Problem details → Return, in their exact form, the lines that lie between the start of the data below and the line containing "Digitize the connectivity", with both ends included.

Records shown →
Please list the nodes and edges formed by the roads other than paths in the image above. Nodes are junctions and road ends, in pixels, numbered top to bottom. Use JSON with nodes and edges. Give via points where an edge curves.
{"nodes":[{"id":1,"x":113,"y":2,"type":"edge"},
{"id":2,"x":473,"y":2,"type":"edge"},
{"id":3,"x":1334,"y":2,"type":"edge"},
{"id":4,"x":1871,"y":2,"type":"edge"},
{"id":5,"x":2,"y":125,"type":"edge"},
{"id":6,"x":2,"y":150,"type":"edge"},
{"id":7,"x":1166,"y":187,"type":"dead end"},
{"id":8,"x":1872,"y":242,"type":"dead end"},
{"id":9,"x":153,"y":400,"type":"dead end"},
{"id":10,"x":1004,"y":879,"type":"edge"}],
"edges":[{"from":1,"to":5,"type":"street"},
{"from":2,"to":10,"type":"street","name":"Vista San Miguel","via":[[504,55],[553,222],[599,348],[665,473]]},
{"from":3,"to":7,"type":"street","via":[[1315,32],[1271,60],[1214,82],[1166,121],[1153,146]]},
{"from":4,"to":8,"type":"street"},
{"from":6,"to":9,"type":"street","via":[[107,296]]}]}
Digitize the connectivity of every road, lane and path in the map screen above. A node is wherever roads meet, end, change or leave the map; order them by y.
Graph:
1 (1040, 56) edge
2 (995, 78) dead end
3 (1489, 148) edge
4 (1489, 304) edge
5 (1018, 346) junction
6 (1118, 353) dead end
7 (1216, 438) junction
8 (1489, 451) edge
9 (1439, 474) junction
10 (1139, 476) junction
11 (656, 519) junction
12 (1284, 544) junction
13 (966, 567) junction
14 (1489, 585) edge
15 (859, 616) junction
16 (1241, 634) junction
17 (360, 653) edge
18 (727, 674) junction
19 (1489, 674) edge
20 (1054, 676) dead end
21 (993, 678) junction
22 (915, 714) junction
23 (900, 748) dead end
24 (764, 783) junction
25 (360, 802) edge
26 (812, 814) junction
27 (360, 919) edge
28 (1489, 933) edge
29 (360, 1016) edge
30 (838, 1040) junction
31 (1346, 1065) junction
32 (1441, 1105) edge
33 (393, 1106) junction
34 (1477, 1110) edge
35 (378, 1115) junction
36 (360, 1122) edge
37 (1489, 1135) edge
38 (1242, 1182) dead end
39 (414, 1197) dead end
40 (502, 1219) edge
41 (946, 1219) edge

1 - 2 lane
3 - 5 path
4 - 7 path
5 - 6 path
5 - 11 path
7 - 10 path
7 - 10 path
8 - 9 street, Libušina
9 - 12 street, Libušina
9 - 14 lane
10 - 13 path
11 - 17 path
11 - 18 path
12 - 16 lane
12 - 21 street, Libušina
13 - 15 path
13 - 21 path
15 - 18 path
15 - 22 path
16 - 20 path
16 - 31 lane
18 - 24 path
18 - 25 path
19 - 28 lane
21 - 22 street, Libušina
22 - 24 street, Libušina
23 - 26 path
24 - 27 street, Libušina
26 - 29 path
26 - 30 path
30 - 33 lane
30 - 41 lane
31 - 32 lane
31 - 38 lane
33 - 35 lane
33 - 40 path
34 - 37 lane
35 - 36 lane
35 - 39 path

Answer box →
Please list the nodes and edges formed by the roads other than paths in the image above. Nodes are junctions and road ends, in pixels, numbered top to bottom. Use JSON with nodes and edges. Give via points where an edge curves.
{"nodes":[{"id":1,"x":113,"y":2,"type":"edge"},
{"id":2,"x":473,"y":2,"type":"edge"},
{"id":3,"x":1334,"y":2,"type":"edge"},
{"id":4,"x":1871,"y":2,"type":"edge"},
{"id":5,"x":2,"y":125,"type":"edge"},
{"id":6,"x":2,"y":150,"type":"edge"},
{"id":7,"x":1166,"y":187,"type":"dead end"},
{"id":8,"x":1872,"y":242,"type":"dead end"},
{"id":9,"x":153,"y":400,"type":"dead end"},
{"id":10,"x":1004,"y":879,"type":"edge"}],
"edges":[{"from":1,"to":5,"type":"street"},
{"from":2,"to":10,"type":"street","name":"Vista San Miguel","via":[[504,55],[553,222],[599,348],[665,473]]},
{"from":3,"to":7,"type":"street","via":[[1315,32],[1271,60],[1214,82],[1166,121],[1153,146]]},
{"from":4,"to":8,"type":"street"},
{"from":6,"to":9,"type":"street","via":[[107,296]]}]}
Digitize the connectivity of every road, lane and path in the map screen above. A node is wherever roads meet, end, change or leave the map; order them by y.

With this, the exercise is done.